* Data for analysis:
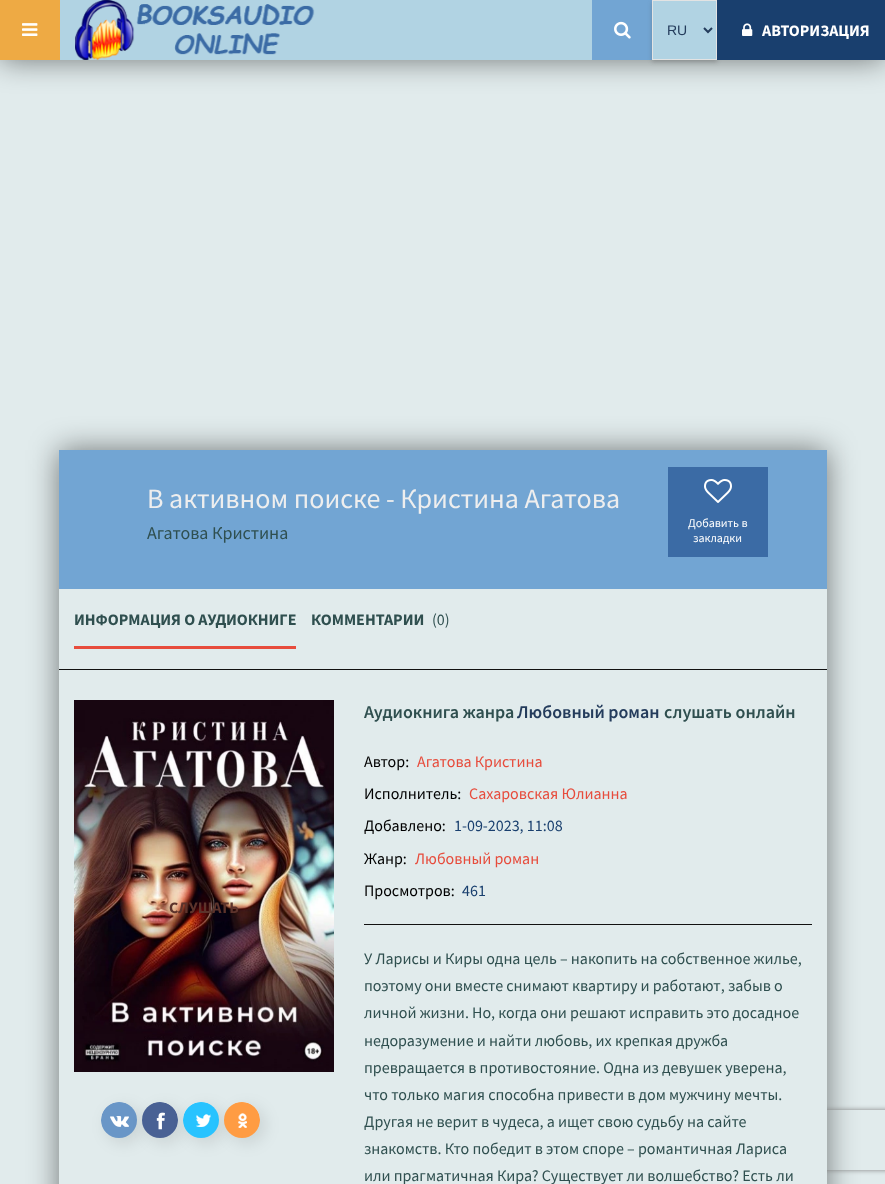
async function draw(canvas) {
  canvas.width = 885;
  canvas.height = 1184;
  const ctx = canvas.getContext('2d');
  ctx.miterLimit = 4;
  ctx.fontKerning = 'normal';
  function label(s, x, y, font, color) {
    ctx.font = font;
    ctx.fillStyle = color;
    ctx.fillText(s, x, y);
  }
  function rect(x, y, w, h, color) {
    ctx.fillStyle = color;
    ctx.fillRect(x, y, w, h);
  }
  async function image(src, x, y, w, h) {
    const img = new Image();
    img.src = src;
    await img.decode();
    ctx.drawImage(img, x, y, w, h);
  }
  let path;

  rect(0, 0, 885, 1184, '#e1ebec');
  ctx.fillStyle = '#00000080';
  ctx.filter = 'blur(15px)';
  ctx.beginPath();
  ctx.rect(0, 0, 885, 60);
  ctx.fill();
  ctx.filter = 'none';
  rect(60, 0, 656, 60, '#b1d3e3');
  rect(0, 0, 60, 60, '#ea4');
  await image('assets/img1.png', 22, 23, 16, 13);
  await image('assets/img2.png', 75, 0, 240, 60);
  rect(592, 0, 60, 60, '#72a5d3');
  await image('assets/img3.png', 614, 21, 17, 18);
  ctx.save();
  path = new Path2D('M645 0H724V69H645ZM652 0H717V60H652Z');
  ctx.clip(path, 'evenodd');
  ctx.fillStyle = '#4444444d';
  ctx.filter = 'blur(2px)';
  ctx.beginPath();
  ctx.rect(652, 2, 65, 60);
  ctx.fill();
  ctx.filter = 'none';
  ctx.restore();
  ctx.strokeStyle = '#e3e3e3';
  ctx.strokeRect(652.5, 0.5, 64, 59);
  path = new Path2D('M704 28L708 32L712 28');
  ctx.strokeStyle = '#243c5c';
  ctx.lineWidth = 2;
  ctx.stroke(path);
  label('RU', 667, 35, '14px Liberation Sans', '#243c5c');
  rect(717, 0, 168, 60, '#193f6e');
  await image('assets/img4.png', 742, 23, 11, 13);
  label('АВТОРИЗАЦИЯ', 762, 36, 'bold 16px Source Sans Pro', '#fff');
  ctx.fillStyle = '#00000080';
  ctx.filter = 'blur(15px)';
  ctx.beginPath();
  ctx.rect(59, 450, 768, 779);
  ctx.fill();
  ctx.filter = 'none';
  ctx.save();
  path = new Path2D('M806 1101H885V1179H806ZM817 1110H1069C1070 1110 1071 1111 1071 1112V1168C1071 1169 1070 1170 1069 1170H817C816 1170 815 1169 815 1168V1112C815 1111 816 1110 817 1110Z');
  ctx.clip(path, 'evenodd');
  ctx.fillStyle = '#808080';
  ctx.filter = 'blur(2.5px)';
  ctx.beginPath();
  ctx.roundRect(815, 1110, 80, 60, 2);
  ctx.fill();
  ctx.filter = 'none';
  ctx.restore();
  rect(59, 589, 768, 595, '#e1ebec');
  rect(59, 450, 768, 139, '#72a5d3');
  label('В активном поиске - Кристина Агатова', 147, 508, '28px Source Sans Pro', '#eee');
  label('Агатова Кристина', 147, 539, '18px Source Sans Pro', '#2f4f4f');
  rect(668, 467, 100, 90, '#3b6ba5');
  await image('assets/img5.png', 704, 479, 28, 24);
  label('Добавить в', 688, 527, '12px Source Sans Pro', '#fff');
  label('закладки', 693, 542, '12px Source Sans Pro', '#fff');
  rect(59, 669, 768, 1, '#111');
  rect(74, 646, 222, 3, '#e74c3c');
  label('ИНФОРМАЦИЯ О АУДИОКНИГЕ', 74, 625, 'bold 16px Source Sans Pro', '#2f4f4f');
  label('КОММЕНТАРИИ', 311, 625, 'bold 16px Source Sans Pro', '#2f4f4f');
  label('(0)', 432, 625, '16px Source Sans Pro', '#2f4f4f');
  await image('assets/img6.png', 74, 700, 260, 372);
  label('СЛУШАТЬ', 169, 913, 'bold 16px Source Sans Pro', '#5c332b');
  ctx.fillStyle = '#0000001a';
  ctx.filter = 'blur(8px)';
  ctx.beginPath();
  ctx.roundRect(106, 1107, 36, 36, 18);
  ctx.fill();
  ctx.filter = 'none';
  await image('assets/img7.png', 101, 1102, 36, 36);
  ctx.filter = 'blur(8px)';
  ctx.beginPath();
  ctx.roundRect(147, 1107, 36, 36, 18);
  ctx.fill();
  ctx.filter = 'none';
  await image('assets/img8.png', 142, 1102, 36, 36);
  ctx.filter = 'blur(8px)';
  ctx.beginPath();
  ctx.roundRect(188, 1107, 36, 36, 18);
  ctx.fill();
  ctx.filter = 'none';
  await image('assets/img9.png', 183, 1102, 36, 36);
  ctx.filter = 'blur(8px)';
  ctx.beginPath();
  ctx.roundRect(229, 1107, 36, 36, 18);
  ctx.fill();
  ctx.filter = 'none';
  await image('assets/img10.png', 224, 1102, 36, 36);
  label('Аудиокнига жанра', 364, 718, '600 18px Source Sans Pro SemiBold', '#2f4f4f');
  label('Любовный роман', 517, 718, '600 18px Source Sans Pro SemiBold', '#243c5c');
  label('слушать онлайн', 664, 718, '600 18px Source Sans Pro SemiBold', '#2f4f4f');
  label('Автор:', 364, 767, '16px Source Sans Pro', '#000');
  label('Агатова Кристина', 417, 767, '16px Source Sans Pro', '#e74c3c');
  label('Исполнитель:', 364, 799, '16px Source Sans Pro', '#000');
  label('Сахаровская Юлианна', 469, 799, '16px Source Sans Pro', '#e74c3c');
  label('Добавлено:', 364, 831, '16px Source Sans Pro', '#000');
  label('1-09-2023, 11:08', 454, 831, '16px Source Sans Pro', '#193f6e');
  label('Жанр:', 364, 864, '16px Source Sans Pro', '#000');
  label('Любовный роман', 415, 864, '16px Source Sans Pro', '#e74c3c');
  label('Просмотров:', 364, 896, '16px Source Sans Pro', '#000');
  label('461', 462, 896, '16px Source Sans Pro', '#193f6e');
  rect(364, 924, 448, 1, '#111');
  label('У Ларисы и Киры одна цель – накопить на собственное жилье,', 364, 964, '16px Source Sans Pro', '#2f4f4f');
  label('поэтому они вместе снимают квартиру и работают, забыв о', 364, 991, '16px Source Sans Pro', '#2f4f4f');
  label('личной жизни. Но, когда они решают исправить это досадное', 364, 1018, '16px Source Sans Pro', '#2f4f4f');
  label('недоразумение и найти любовь, их крепкая дружба', 364, 1046, '16px Source Sans Pro', '#2f4f4f');
  label('превращается в противостояние. Одна из девушек уверена,', 364, 1073, '16px Source Sans Pro', '#2f4f4f');
  label('что только магия способна привести в дом мужчину мечты.', 364, 1100, '16px Source Sans Pro', '#2f4f4f');
  label('Другая не верит в чудеса, а ищет свою судьбу на сайте', 364, 1127, '16px Source Sans Pro', '#2f4f4f');
  label('знакомств. Кто победит в этом споре – романтичная Лариса', 364, 1154, '16px Source Sans Pro', '#2f4f4f');
  label('или прагматичная Кира? Существует ли волшебство? Есть ли', 364, 1181, '16px Source Sans Pro', '#2f4f4f');
}

draw(document.querySelector('canvas'));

* Task prompt: The lines you need are those with the word "Кристина"; list them from the entries.

* Output for this task:
  label('В активном поиске - Кристина Агатова', 147, 508, '28px Source Sans Pro', '#eee');
  label('Агатова Кристина', 147, 539, '18px Source Sans Pro', '#2f4f4f');
  label('Агатова Кристина', 417, 767, '16px Source Sans Pro', '#e74c3c');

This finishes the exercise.